Pampa Adikavi The Kappe Arabhatta records from 700 C.E. contain the first existing poetry in tripadi meter. Adikavi Pampa was the first well-known Kannada poet, writing in an old Kannada form known as Halegannada (figuratively, "Old Kannada"). Even now, his Vikramarjuna Vijaya is regarded as a classic.
Arabic scholars believe that the first poet of the Arabic language was Jabril ibn Jaber, who lived in about 756 CE. But this claim has not been accepted by many linguists and historians of languages, since some aspects of Arabic grammar and syntax are very different from what they were more than 1000 years ago when it is believed that it originated.

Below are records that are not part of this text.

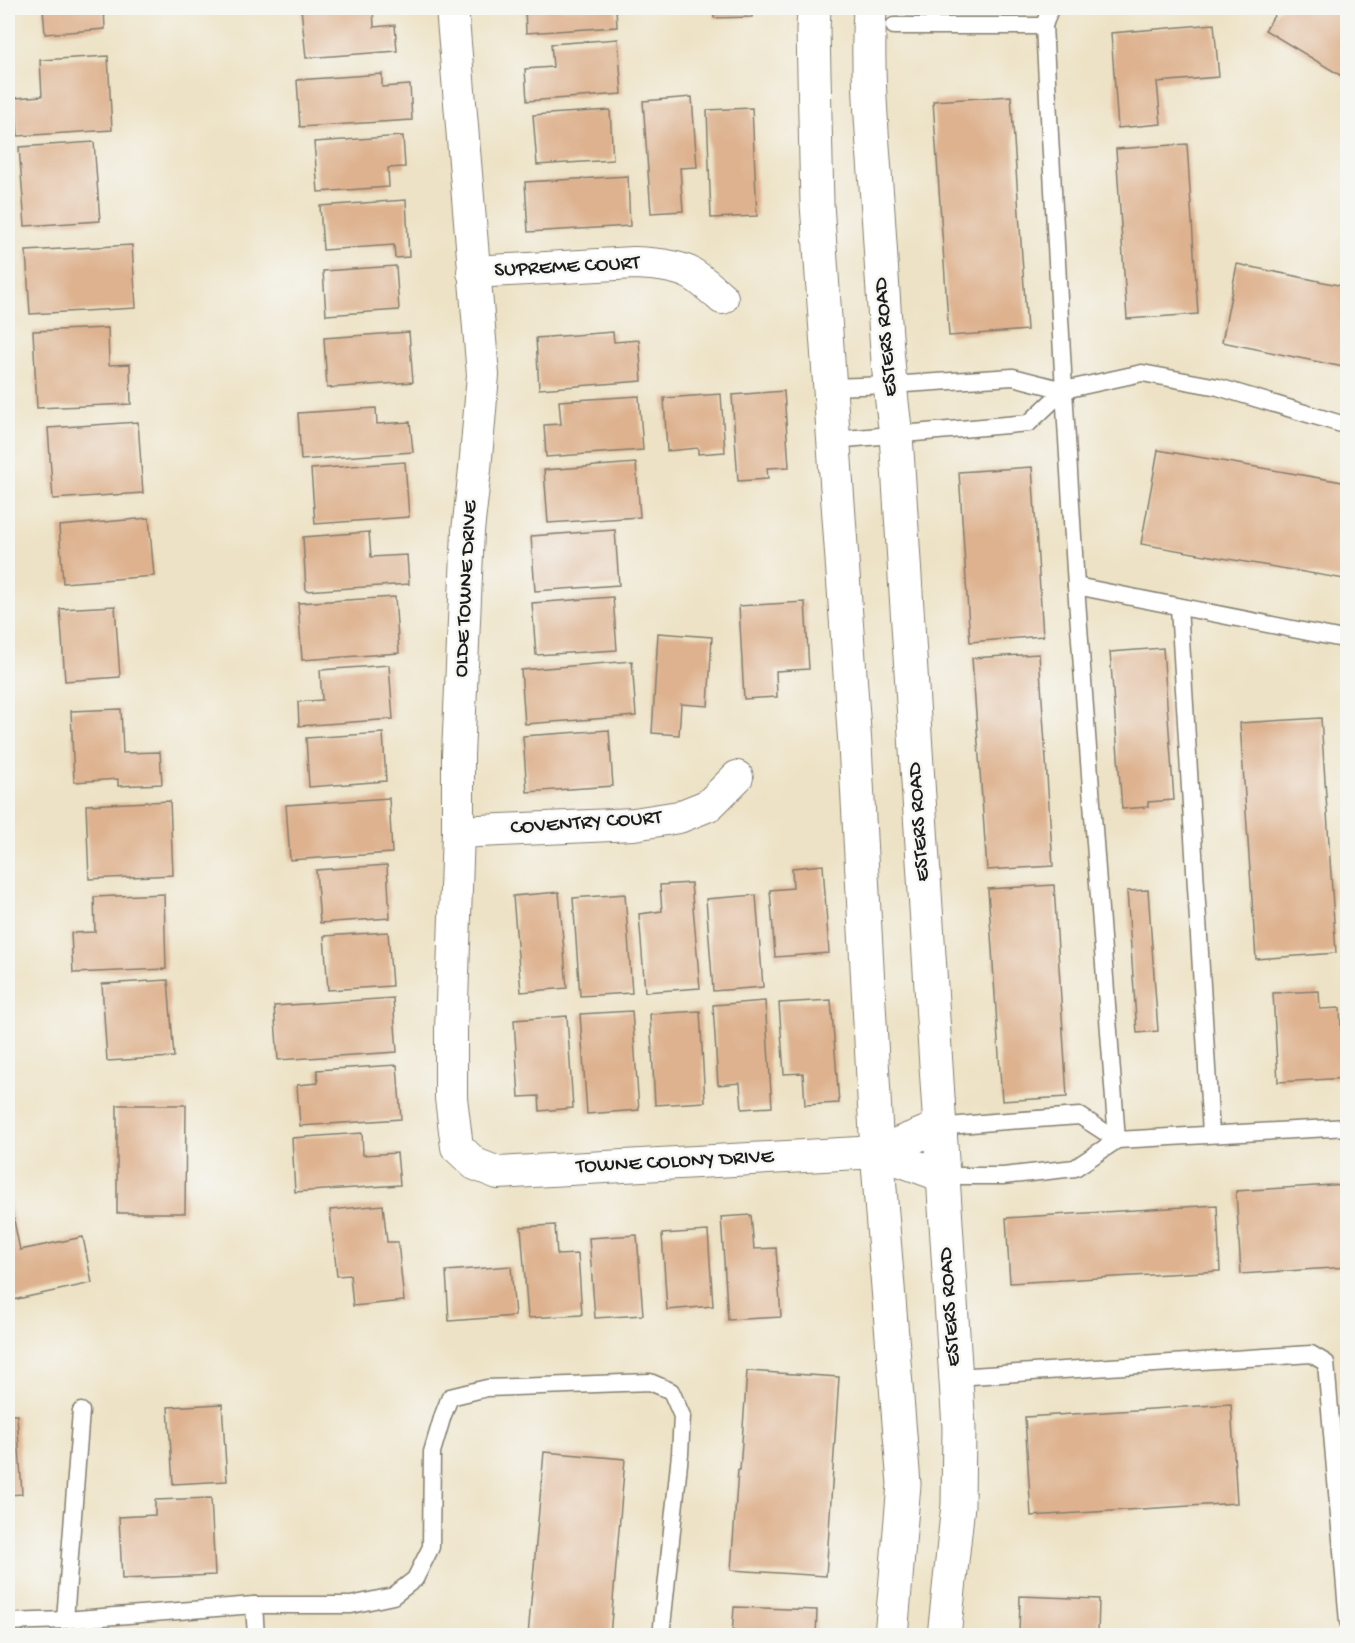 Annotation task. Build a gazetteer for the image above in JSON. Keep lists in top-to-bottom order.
{
  "streets": {
    "main road": ["ESTERS ROAD"],
    "street": [
      "SUPREME COURT",
      "OLDE TOWNE DRIVE",
      "COVENTRY COURT",
      "TOWNE COLONY DRIVE"
    ]
  },
  "crossings": [
    ["SUPREME COURT", "OLDE TOWNE DRIVE"],
    ["ESTERS ROAD", "TOWNE COLONY DRIVE"],
    ["OLDE TOWNE DRIVE", "COVENTRY COURT"],
    ["OLDE TOWNE DRIVE", "TOWNE COLONY DRIVE"]
  ]
} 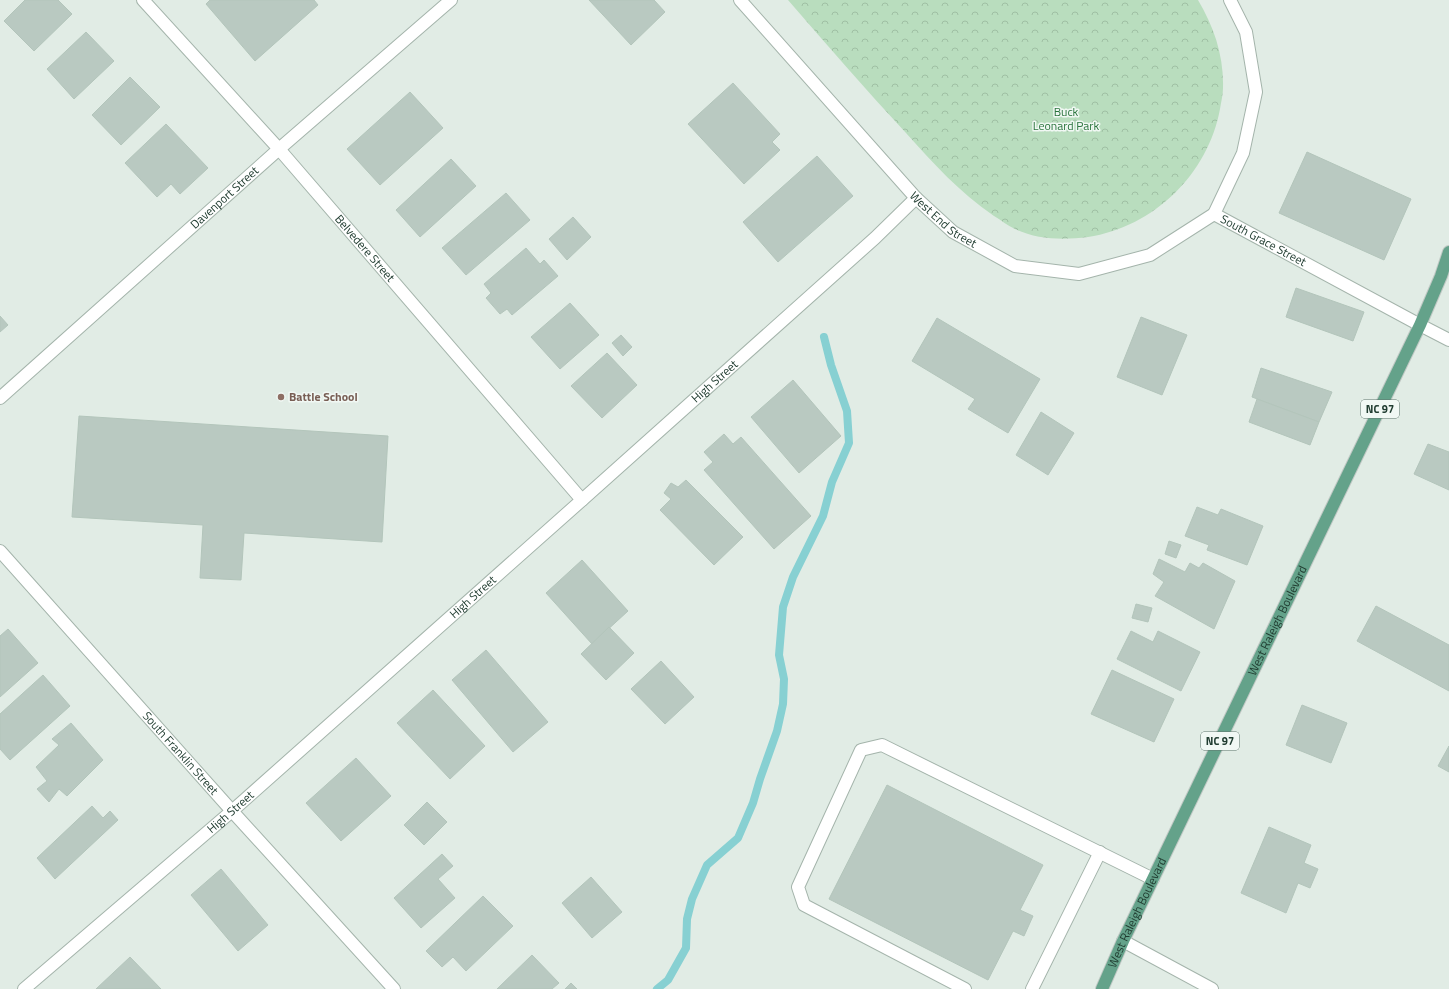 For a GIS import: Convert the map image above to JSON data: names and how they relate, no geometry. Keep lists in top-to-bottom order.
{
  "streets": {
    "main road": ["NC 97", "West Raleigh Boulevard"],
    "street": [
      "Davenport Street",
      "West End Street",
      "South Grace Street",
      "Belvedere Street",
      "High Street",
      "South Franklin Street"
    ]
  },
  "crossings": [
    ["Davenport Street", "Belvedere Street"],
    ["West End Street", "South Grace Street"],
    ["West End Street", "High Street"],
    ["South Grace Street", "West Raleigh Boulevard"],
    ["Belvedere Street", "High Street"],
    ["High Street", "South Franklin Street"]
  ],
  "parks": ["Buck Leonard Park"],
  "places": ["Battle School"]
} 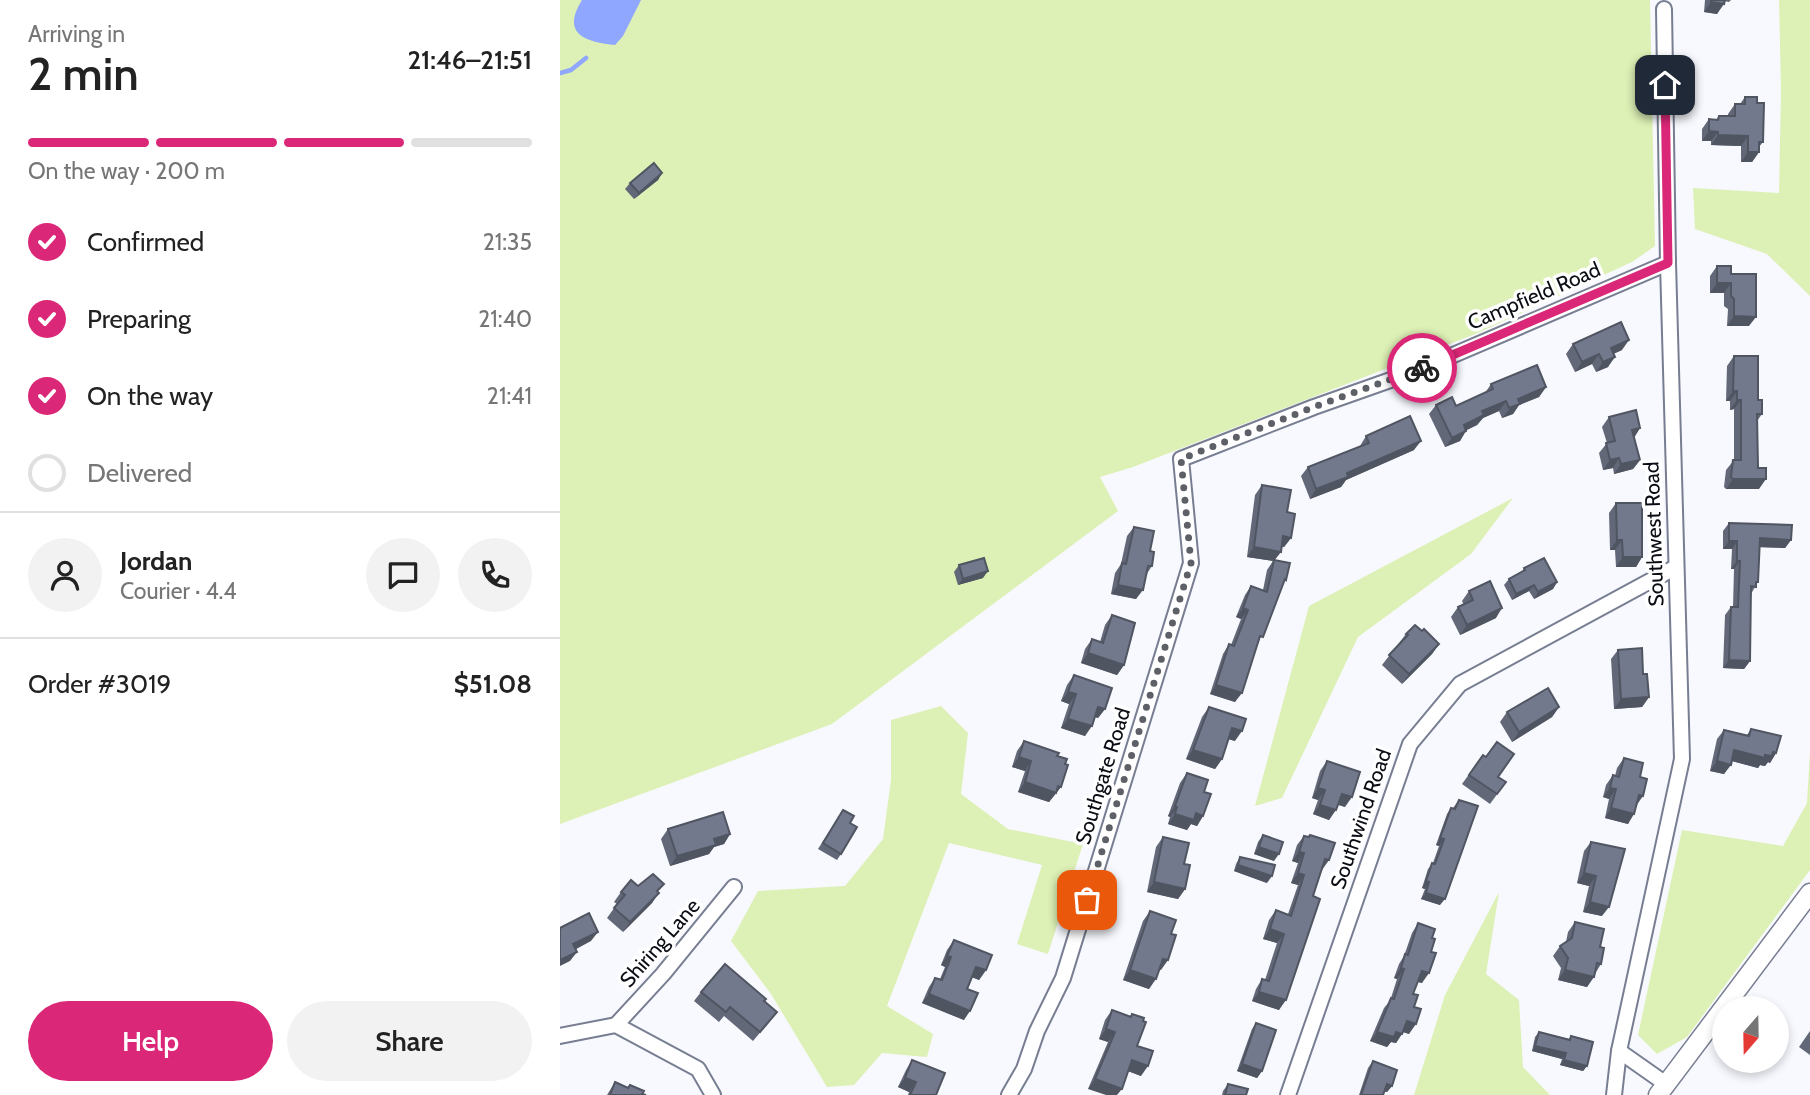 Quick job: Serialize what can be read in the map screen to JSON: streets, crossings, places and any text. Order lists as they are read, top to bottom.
{
  "streets": {
    "street": [
      "Campfield Road",
      "Southwest Road",
      "Southgate Road",
      "Southwind Road",
      "Shiring Lane"
    ]
  },
  "crossings": [
    ["Campfield Road", "Southwest Road"],
    ["Campfield Road", "Southgate Road"],
    ["Southwest Road", "Southwind Road"]
  ],
  "north": "bottom",
  "page": {
    "heading": ["2 min", "Arriving in", "21:46–21:51"],
    "panel": [
      "Jordan",
      "Courier · 4.4",
      "Order #3019",
      "$51.08"
    ],
    "bar": "On the way · 200 m",
    "list": [
      ["Confirmed", "21:35"],
      ["Preparing", "21:40"],
      ["On the way", "21:41"],
      "Delivered"
    ],
    "buttons": ["Help", "Share"]
  }
}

The first written record of any Indian language other than Sanskrit is the first part of the Mahabharata called the Bharatiya Purana. It was composed in the southern Indian city of Tanjore (now in Tamil Nadu) around 400–500 CE. This book contains poems written in the Karnatakan dialect of Old Kannada by various authors who have been named after characters found in the work. From these poems, we know that Karnatakan was the common language of writers and speakers in India around 500 CE, long before it became the official language of South India.
So the first poet of the Kannada language could be considered to be Adikavi Pampa more than 1000 years ago!
Acharya Bhanubhakta The Nepali people adore and honor Bhanubhakta Acharya with the title of Aadakavi (The First Poet). While writing Acharya's biography in 1981, Motiram Bhatta first referred to him as "Adikavi." This name has now become common currency among scholars and poets alike.
Bhanubhakta was born in a Newar family in about 790 AD. His real name was Bhima. He was the youngest son of Madan Mohan and Raj Kumari. His father was a government official who served under several kings of Nepal. He received his education from various teachers including a certain Siddha Mani who was known for his knowledge of medicine as well as poetry. When he reached adulthood, Bhanubhakta married Princess Shruti, the daughter of King Jayapala. She was a famous poet herself and is regarded as the mother of modern Nepali literature.
After the death of his wife, Bhanubhakta went on to marry another woman named Ratna whose surname has not been preserved by history. It is believed that she was a royal princess from India. The two houses were rivals in ancient times and it is said that their conflicts brought about their joint marriage to appease them. They had one son named Madan Krishna Chhetri who became king after his father's murder.
Rabindranath Tagore began writing poetry when he was eight years old and released his first significant poetry collection, Bhanusimha Thakurer Padabali, when he was sixteen. Gitanjali, his best-known piece of poetry, was released in 1910. He finished it the following year, at age twenty-seven.
Tagore's wife died the year he completed Gitanjali. He used her death as inspiration for some of the poems in this collection.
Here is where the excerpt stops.